Carissimi, non abbiate paura o vergogna di piangere nei momenti di dolore e di smarrimento.
Oggi tanti di noi piangono perché non riescono a vedere i segni di un domani migliore, perché le parole di consolazione non bastano a sollevarci dalla paura e talvolta dalla disperazione.
Piangono per tutto il male che ci circonda, per un virus che si fa fatica a debellare, per sacche di miseria e di violenza che ci sono ancora nel mondo.
Come alla Maddalena, così anche a noi, il Signore chiede di avere il coraggio di riconoscere i segni della sua presenza e della vittoria sul male e sulla morte.
Ci chiede di andare, senza paura, a proclamare a tutti che Lui è vivo, è ancora presente nella scena del mondo per portare gioia, amore e speranza. Davanti al dolore, il Risorto si è fermato e non è passato oltre.
L’amore che ci ha dimostrato spinga anche noi a diventare amore e solidarietà verso gli altri. In questi giorni non ci sono solo segni di morte e di sofferenza. Il risorto ci invita a guardare il mondo e l’umanità dalla sua prospettiva, con l’occhio dell’amore e della misericordia del Padre.
Quanto amore, nei giorni del coronavirus, si sta diffondendo nel nostro territorio e nel mondo. Basti pensare ai medici, agli infermieri, veri angeli custodi dei malati, ai tantissimi volontari, alle istituzioni, uomini e donne, giovani e adulti che si stanno donando per il bene e la salute di tutti. Scusate una battuta. Credo che il diavolo, all’inizio della pandemia e dei contagi, fosse contento nel vedere le chiese vuote e la gente non accostarsi più ai sacramenti. Ora, credo che lo sia molto meno!
In questo tempo è cambiato il cuore e lo stile di vita di tante persone, meno preoccupate di se stesse e più attente alle necessità e bisogni degli altri.
Molti, poi, stanno percependo che nella vita manca la cosa più importante, che c’è bisogno di una Parola che dia significato e illumini il cammino, di una relazione con Dio che dia forza e coraggio nell’affrontare le difficoltà, di un Pane spezzato che ci apra a desiderare il cielo, di sentire vicino l’unico che ha vinto la morte: Gesù.
Sentiamo rivolta a ciascuno di noi la parola di san Paolo: "Se Cristo non è risorto, vuota allora è la nostra predicazione, vuota anche la vostra fede" (1Corinnzi 15,14).

Papa Francesco, in questi giorni ci sta donando una bellissima testimonianza di fede forte e di amore sincero. Mi unisco al suo invito di pregare per le famiglie, perché sappiano trovare il modo di comunicare il bene, di costruire rapporti di amore in casa, vincendo le angosce e difficoltà del momento presente.

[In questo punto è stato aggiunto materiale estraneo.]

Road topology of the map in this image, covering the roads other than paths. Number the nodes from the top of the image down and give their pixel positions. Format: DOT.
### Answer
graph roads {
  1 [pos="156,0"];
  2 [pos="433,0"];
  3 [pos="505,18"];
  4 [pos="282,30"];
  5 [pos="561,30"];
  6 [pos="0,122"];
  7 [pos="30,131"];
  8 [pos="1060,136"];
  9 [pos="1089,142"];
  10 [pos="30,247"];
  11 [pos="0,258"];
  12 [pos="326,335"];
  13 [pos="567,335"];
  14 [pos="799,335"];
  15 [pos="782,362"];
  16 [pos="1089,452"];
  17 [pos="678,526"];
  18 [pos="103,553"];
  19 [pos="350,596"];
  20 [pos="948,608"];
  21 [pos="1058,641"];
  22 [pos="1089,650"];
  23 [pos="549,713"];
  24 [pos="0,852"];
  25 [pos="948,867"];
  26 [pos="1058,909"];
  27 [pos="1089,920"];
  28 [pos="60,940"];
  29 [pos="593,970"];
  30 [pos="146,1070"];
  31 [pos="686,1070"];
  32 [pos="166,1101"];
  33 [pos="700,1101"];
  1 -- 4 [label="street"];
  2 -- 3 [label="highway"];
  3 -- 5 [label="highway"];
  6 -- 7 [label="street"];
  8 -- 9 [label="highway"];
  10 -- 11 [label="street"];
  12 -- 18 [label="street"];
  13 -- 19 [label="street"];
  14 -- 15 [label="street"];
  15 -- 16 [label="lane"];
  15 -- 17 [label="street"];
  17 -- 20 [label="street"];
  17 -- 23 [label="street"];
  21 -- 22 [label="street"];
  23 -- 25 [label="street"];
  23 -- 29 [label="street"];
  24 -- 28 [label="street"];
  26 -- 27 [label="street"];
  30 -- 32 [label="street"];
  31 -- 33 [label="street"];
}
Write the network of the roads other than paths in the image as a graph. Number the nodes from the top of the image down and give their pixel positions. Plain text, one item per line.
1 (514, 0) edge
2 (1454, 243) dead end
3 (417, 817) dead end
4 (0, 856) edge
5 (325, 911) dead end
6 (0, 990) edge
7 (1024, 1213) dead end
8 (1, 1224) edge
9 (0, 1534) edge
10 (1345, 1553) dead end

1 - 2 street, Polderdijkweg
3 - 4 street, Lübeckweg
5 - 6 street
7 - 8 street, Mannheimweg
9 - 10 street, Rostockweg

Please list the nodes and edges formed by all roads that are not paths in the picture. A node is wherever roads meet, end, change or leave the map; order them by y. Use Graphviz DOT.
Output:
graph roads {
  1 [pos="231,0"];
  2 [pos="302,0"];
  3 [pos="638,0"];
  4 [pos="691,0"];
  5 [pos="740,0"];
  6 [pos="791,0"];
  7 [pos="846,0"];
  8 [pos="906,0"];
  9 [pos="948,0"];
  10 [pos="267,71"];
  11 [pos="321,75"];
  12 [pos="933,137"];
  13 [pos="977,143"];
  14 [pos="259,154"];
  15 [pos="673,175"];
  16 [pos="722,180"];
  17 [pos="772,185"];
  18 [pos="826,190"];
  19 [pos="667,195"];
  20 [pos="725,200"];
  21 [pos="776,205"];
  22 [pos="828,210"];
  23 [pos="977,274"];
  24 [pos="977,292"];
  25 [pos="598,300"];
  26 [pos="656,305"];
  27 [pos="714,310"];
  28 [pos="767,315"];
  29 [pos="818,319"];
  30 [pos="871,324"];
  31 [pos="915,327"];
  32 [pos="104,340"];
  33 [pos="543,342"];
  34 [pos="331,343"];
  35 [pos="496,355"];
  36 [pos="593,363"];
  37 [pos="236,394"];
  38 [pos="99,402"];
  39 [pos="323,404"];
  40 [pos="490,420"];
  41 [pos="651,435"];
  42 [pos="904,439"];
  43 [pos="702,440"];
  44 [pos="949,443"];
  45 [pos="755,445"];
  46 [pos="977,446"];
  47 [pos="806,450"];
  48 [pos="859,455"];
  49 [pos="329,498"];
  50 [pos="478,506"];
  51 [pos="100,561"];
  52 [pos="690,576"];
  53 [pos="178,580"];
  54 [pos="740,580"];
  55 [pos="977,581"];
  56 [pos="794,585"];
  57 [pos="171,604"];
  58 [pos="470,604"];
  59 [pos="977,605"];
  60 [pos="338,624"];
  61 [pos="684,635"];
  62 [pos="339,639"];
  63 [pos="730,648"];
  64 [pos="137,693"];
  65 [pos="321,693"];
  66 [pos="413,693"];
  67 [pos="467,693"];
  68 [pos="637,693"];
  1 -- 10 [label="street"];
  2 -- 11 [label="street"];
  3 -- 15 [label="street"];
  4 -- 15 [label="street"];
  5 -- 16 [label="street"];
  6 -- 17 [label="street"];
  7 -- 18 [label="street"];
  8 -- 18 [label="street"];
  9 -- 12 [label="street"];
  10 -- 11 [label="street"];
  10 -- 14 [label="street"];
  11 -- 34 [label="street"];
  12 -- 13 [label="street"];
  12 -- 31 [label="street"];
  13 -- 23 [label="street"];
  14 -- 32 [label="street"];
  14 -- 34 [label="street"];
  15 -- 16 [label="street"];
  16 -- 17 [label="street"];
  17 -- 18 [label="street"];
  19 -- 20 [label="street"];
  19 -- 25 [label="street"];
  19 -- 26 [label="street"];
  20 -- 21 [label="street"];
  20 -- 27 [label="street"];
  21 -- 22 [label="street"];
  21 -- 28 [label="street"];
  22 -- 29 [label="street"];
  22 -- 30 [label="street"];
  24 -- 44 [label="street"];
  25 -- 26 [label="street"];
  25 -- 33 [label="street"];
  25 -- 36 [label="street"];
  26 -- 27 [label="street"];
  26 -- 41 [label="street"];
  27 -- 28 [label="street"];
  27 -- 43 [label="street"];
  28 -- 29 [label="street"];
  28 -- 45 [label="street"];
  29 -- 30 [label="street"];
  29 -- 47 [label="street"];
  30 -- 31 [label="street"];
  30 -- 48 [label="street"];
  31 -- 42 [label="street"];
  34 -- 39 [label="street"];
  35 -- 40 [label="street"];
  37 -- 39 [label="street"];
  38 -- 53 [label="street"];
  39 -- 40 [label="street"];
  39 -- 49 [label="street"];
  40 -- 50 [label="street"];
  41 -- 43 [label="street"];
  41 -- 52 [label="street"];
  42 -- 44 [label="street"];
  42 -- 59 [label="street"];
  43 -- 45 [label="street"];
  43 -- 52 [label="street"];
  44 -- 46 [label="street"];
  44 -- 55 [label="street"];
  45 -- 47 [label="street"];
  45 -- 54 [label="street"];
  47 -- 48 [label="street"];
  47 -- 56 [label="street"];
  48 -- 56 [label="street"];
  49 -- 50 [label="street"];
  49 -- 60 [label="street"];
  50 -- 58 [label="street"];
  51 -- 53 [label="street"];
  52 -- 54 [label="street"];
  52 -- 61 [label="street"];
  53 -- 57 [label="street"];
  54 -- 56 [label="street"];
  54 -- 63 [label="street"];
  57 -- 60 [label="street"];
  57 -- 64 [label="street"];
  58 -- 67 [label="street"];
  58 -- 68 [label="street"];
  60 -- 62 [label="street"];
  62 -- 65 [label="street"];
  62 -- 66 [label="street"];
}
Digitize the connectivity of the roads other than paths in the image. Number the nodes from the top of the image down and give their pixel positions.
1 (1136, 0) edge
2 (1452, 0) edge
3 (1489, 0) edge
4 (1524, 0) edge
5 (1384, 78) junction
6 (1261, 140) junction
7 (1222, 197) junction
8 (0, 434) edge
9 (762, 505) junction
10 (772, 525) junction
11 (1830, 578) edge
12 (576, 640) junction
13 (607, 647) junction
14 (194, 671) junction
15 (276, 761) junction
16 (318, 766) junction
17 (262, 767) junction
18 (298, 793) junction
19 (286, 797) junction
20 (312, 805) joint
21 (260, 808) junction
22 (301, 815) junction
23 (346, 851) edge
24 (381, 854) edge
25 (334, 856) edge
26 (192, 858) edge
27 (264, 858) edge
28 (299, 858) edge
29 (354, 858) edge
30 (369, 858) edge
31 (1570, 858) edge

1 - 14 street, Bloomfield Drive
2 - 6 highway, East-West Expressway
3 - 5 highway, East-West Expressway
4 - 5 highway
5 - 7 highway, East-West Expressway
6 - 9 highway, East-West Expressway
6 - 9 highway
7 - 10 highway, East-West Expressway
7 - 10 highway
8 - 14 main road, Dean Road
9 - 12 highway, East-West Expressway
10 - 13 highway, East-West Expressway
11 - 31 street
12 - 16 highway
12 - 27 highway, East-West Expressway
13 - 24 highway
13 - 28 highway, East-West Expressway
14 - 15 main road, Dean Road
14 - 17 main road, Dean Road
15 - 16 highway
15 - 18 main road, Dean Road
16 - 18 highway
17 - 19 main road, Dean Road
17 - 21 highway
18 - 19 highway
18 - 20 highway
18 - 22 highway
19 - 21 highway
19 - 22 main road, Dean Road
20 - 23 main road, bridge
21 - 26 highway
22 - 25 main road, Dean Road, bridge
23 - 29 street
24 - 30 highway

Carissimi tutti, non sentitivi soli e isolati, anche se non potete trovarvi nelle chiese delle parrocchie, insieme con i vostri sacerdoti.
Ravvivate l’amore del Signore Gesù, in casa tra di voi, radunati come una piccola Chiesa domestica, spezzate il pane dell’amore vicendevole, della pazienza e del perdono.
A tutti Gesù dice: "Pace a voi!" (Giovanni 20,19). È il regalo della sera di Pasqua, che scaturisce dal dono che Gesù ha fatto della sua vita, come segno di amore per l’umanità.